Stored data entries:

Start of Block

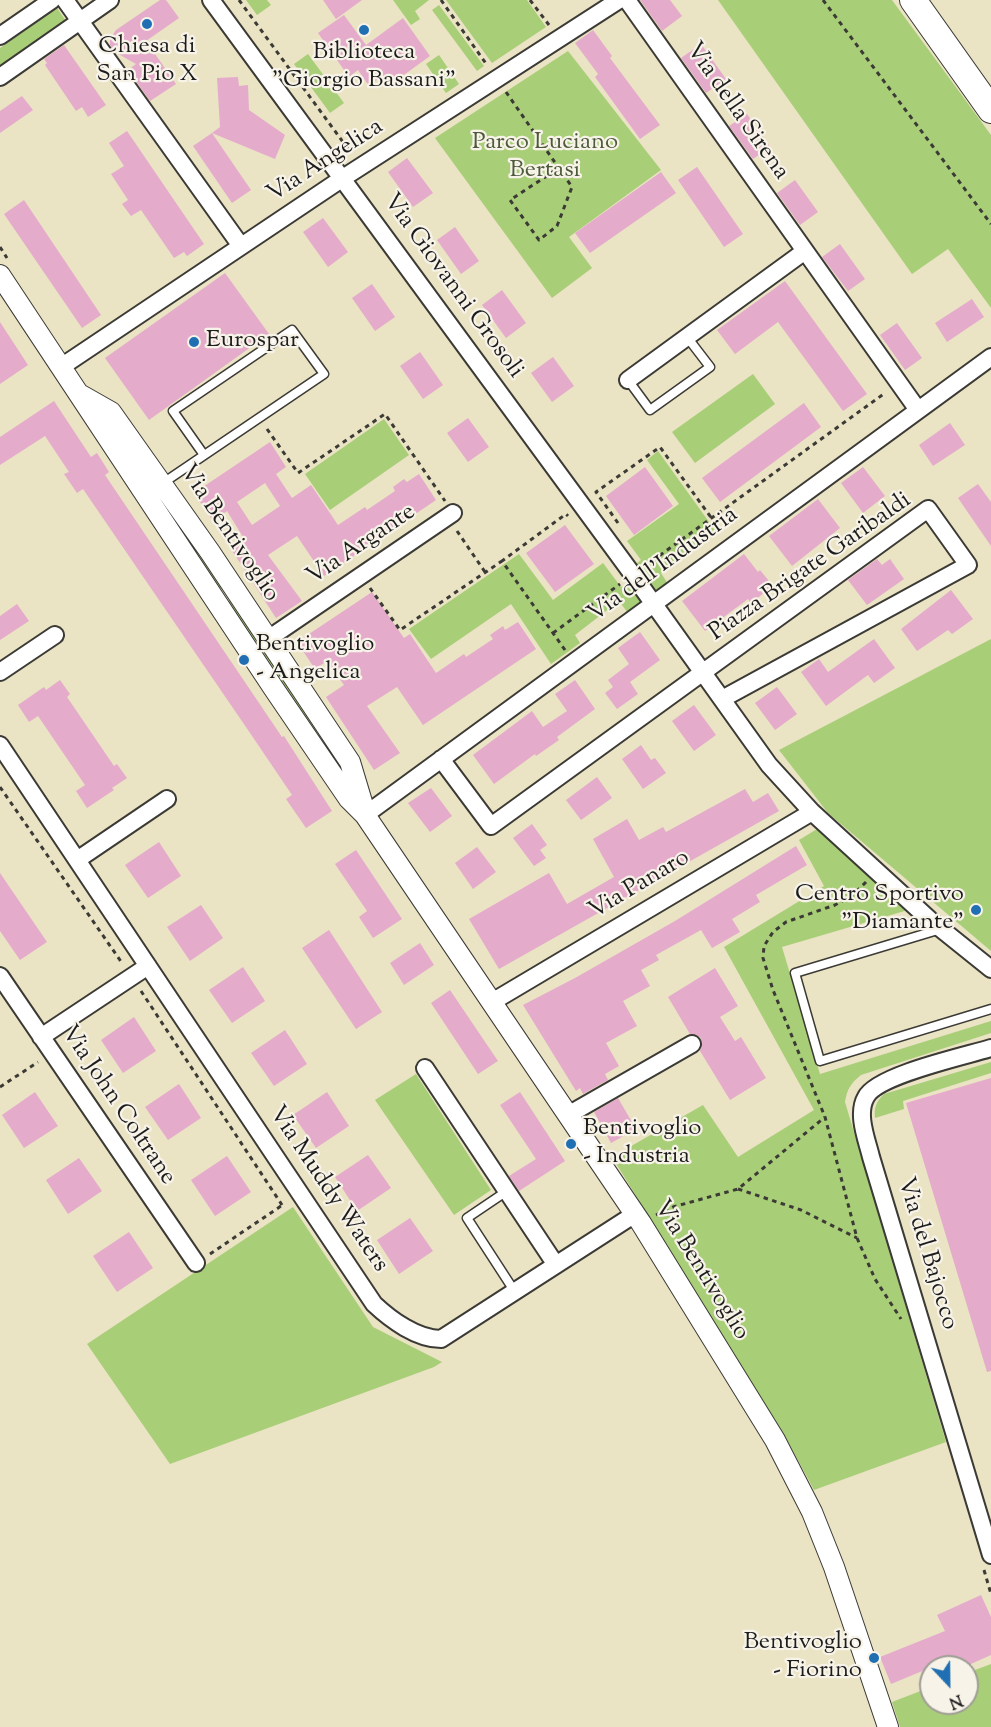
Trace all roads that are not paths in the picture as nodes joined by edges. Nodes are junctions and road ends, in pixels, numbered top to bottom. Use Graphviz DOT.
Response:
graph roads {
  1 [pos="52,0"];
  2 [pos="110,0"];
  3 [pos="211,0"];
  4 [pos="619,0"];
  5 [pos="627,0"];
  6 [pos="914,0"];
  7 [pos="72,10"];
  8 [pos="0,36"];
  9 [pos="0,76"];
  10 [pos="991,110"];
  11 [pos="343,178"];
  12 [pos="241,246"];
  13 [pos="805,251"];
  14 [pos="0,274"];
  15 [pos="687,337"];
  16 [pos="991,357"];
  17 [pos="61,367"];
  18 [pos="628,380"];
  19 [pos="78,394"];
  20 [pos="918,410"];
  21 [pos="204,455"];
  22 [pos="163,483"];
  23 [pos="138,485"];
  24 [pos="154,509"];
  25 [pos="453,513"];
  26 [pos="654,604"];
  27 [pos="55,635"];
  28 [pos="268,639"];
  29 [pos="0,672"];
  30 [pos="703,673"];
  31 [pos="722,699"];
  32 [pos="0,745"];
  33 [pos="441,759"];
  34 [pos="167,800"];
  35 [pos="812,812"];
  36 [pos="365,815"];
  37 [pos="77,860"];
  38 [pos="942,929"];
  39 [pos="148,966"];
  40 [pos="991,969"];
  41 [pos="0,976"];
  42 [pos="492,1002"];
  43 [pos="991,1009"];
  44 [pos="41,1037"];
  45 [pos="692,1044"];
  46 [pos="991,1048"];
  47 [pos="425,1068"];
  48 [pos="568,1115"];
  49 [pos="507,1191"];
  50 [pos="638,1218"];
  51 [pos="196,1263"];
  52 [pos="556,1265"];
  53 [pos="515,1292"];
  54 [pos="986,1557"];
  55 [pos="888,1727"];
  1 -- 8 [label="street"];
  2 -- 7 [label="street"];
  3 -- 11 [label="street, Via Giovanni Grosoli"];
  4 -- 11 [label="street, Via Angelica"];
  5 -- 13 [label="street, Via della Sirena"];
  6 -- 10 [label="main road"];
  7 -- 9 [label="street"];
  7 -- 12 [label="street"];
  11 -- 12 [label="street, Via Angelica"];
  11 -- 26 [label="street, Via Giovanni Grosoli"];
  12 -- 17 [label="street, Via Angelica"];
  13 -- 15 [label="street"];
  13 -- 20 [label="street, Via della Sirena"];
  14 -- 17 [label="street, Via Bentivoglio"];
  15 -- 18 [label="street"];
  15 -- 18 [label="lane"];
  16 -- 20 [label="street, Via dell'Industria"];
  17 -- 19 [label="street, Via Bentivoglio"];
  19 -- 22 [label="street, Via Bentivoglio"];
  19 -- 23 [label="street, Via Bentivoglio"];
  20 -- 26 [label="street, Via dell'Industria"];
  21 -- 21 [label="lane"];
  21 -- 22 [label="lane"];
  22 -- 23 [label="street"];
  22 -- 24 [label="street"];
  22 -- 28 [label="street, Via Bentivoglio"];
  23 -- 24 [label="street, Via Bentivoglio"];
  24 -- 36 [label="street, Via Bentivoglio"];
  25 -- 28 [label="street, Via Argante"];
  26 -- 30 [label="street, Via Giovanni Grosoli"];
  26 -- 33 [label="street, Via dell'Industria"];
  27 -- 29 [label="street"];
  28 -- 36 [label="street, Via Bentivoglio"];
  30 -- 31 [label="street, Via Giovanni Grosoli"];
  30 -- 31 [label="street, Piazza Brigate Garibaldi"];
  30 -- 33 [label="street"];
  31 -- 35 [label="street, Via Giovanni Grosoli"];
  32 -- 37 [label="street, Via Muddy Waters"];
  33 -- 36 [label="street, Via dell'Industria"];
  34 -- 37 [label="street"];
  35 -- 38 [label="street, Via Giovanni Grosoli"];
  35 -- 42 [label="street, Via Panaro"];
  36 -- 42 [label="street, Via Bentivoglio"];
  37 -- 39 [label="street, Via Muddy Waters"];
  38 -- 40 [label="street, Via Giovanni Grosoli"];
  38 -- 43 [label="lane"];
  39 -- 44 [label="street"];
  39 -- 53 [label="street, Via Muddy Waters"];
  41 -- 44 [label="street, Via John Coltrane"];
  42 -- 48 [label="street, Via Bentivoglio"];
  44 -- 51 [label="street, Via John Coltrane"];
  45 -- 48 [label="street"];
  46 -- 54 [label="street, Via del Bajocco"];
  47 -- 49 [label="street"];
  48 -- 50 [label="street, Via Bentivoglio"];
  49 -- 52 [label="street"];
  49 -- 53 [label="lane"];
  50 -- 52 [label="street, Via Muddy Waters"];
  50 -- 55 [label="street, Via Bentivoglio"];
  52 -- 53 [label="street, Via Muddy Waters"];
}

End of Block
Start of Block

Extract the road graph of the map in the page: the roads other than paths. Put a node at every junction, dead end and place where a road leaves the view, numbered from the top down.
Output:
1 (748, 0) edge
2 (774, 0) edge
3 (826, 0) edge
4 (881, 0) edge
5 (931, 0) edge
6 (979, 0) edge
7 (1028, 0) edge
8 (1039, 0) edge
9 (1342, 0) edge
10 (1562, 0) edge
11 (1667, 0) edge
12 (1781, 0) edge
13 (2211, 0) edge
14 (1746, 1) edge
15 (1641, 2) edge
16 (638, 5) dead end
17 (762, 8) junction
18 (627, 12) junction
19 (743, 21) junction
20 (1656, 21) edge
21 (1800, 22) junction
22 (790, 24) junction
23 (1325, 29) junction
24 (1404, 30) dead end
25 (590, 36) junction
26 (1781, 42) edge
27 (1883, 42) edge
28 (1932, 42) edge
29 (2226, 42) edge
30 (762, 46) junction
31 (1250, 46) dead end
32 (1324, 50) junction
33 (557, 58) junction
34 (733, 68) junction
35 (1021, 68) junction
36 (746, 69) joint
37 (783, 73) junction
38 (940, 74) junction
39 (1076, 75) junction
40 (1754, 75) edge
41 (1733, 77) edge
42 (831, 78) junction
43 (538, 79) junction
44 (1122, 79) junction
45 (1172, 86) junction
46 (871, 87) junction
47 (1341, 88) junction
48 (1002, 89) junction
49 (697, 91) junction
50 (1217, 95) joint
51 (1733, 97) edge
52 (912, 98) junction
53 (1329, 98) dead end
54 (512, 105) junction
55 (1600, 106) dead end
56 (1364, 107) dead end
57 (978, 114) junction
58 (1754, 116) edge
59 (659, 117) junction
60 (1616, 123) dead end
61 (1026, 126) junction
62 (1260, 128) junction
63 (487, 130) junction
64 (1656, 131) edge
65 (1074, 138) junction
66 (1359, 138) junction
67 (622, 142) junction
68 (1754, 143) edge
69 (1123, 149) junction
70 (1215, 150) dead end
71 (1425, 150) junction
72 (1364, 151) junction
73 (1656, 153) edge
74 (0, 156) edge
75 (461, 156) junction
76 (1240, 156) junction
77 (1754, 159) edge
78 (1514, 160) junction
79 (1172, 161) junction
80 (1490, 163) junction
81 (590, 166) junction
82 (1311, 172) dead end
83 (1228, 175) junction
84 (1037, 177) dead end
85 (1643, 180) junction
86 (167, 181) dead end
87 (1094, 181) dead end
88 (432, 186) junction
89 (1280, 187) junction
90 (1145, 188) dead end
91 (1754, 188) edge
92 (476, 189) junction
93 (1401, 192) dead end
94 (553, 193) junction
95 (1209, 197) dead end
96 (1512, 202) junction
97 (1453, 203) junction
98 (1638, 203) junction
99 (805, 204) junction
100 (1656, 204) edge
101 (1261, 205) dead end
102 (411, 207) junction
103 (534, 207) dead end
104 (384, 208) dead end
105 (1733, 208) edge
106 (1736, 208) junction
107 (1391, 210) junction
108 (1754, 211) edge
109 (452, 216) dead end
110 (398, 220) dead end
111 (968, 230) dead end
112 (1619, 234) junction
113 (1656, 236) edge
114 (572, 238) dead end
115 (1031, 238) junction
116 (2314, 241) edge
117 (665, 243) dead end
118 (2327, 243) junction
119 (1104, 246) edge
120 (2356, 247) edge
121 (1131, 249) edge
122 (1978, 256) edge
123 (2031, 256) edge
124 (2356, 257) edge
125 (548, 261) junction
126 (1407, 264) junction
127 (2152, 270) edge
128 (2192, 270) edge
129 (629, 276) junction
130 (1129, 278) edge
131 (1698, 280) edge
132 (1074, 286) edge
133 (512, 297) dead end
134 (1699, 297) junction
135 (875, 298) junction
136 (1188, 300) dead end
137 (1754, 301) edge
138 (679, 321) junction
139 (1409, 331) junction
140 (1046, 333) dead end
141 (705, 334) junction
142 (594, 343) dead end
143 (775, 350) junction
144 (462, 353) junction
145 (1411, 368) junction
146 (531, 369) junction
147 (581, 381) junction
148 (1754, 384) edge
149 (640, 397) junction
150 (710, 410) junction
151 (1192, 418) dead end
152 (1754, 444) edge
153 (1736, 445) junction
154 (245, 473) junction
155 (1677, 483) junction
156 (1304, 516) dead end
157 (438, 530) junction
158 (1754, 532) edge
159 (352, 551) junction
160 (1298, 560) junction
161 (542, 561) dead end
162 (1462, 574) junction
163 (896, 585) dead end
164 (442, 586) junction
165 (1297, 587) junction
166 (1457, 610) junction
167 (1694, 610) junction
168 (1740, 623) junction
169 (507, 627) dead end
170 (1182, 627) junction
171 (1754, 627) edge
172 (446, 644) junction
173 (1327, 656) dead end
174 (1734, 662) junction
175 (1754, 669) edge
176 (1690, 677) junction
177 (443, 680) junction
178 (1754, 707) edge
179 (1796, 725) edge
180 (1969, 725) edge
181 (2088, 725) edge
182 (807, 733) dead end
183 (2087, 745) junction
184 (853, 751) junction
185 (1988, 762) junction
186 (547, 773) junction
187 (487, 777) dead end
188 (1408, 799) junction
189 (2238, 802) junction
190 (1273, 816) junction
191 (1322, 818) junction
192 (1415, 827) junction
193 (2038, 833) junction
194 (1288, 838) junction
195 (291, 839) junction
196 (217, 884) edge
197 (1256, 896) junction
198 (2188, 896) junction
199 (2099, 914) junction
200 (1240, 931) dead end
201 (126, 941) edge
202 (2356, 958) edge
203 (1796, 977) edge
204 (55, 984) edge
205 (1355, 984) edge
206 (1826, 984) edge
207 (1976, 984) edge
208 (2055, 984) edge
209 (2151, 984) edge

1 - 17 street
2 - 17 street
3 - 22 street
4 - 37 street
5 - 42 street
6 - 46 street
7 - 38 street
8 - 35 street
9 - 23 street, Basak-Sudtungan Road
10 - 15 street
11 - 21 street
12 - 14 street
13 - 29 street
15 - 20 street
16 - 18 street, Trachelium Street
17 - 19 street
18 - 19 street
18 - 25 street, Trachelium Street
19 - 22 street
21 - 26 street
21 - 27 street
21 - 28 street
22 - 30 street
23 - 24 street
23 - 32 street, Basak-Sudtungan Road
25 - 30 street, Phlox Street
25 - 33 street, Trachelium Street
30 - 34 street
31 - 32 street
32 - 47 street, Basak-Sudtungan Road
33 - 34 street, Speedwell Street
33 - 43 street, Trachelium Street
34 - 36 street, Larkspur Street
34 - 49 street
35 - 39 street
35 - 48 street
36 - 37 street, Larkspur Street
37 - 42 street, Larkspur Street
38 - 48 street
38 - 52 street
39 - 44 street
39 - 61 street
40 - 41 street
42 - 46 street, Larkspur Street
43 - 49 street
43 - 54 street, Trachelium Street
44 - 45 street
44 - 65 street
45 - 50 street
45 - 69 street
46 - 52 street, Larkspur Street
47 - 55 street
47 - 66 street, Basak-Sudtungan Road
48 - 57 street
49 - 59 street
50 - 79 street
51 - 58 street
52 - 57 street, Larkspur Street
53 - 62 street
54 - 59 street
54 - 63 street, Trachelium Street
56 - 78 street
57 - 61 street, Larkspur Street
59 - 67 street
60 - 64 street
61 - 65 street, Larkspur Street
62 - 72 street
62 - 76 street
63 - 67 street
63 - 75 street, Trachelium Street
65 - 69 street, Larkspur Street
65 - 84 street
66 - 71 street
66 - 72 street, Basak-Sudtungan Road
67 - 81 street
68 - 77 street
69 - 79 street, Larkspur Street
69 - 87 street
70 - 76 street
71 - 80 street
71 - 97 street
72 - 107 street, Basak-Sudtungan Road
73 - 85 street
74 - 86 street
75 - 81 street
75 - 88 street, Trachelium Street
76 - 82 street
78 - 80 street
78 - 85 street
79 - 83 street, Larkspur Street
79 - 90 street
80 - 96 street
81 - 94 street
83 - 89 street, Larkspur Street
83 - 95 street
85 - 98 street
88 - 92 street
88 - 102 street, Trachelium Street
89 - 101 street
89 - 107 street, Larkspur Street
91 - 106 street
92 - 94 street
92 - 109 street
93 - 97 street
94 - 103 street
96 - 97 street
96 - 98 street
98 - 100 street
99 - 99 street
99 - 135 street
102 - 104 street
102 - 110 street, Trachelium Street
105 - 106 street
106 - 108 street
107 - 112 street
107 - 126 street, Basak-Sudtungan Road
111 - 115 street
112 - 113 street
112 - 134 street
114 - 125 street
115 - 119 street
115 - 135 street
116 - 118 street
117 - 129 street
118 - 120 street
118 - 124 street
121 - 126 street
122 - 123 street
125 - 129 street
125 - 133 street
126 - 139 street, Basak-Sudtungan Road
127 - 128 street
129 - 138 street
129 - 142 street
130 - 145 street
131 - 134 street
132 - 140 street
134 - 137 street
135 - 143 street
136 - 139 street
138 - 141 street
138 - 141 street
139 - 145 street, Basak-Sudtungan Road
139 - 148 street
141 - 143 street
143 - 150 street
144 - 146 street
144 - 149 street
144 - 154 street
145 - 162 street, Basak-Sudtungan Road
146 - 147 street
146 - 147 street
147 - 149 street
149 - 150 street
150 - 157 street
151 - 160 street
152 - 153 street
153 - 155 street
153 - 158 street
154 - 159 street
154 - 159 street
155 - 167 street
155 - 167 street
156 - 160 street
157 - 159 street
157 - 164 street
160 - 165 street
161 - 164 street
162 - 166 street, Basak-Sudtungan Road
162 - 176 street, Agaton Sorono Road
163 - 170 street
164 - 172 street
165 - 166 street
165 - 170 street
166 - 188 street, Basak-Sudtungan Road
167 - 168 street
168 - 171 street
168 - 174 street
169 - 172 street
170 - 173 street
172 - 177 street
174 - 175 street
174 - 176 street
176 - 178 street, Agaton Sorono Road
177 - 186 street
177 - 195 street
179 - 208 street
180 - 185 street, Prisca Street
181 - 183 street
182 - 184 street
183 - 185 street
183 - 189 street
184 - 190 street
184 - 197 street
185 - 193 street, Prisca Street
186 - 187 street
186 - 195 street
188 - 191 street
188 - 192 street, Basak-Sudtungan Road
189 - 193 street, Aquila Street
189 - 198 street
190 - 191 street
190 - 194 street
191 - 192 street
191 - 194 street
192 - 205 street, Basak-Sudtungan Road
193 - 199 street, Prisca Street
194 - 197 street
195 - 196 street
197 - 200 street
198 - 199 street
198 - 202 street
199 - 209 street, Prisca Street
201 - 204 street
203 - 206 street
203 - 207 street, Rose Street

End of Block

What this task involves:
When the entries above show the word "numbered" in a line, copy that line out.

Completed task:
Trace all roads that are not paths in the picture as nodes joined by edges. Nodes are junctions and road ends, in pixels, numbered top to bottom. Use Graphviz DOT.
Extract the road graph of the map in the page: the roads other than paths. Put a node at every junction, dead end and place where a road leaves the view, numbered from the top down.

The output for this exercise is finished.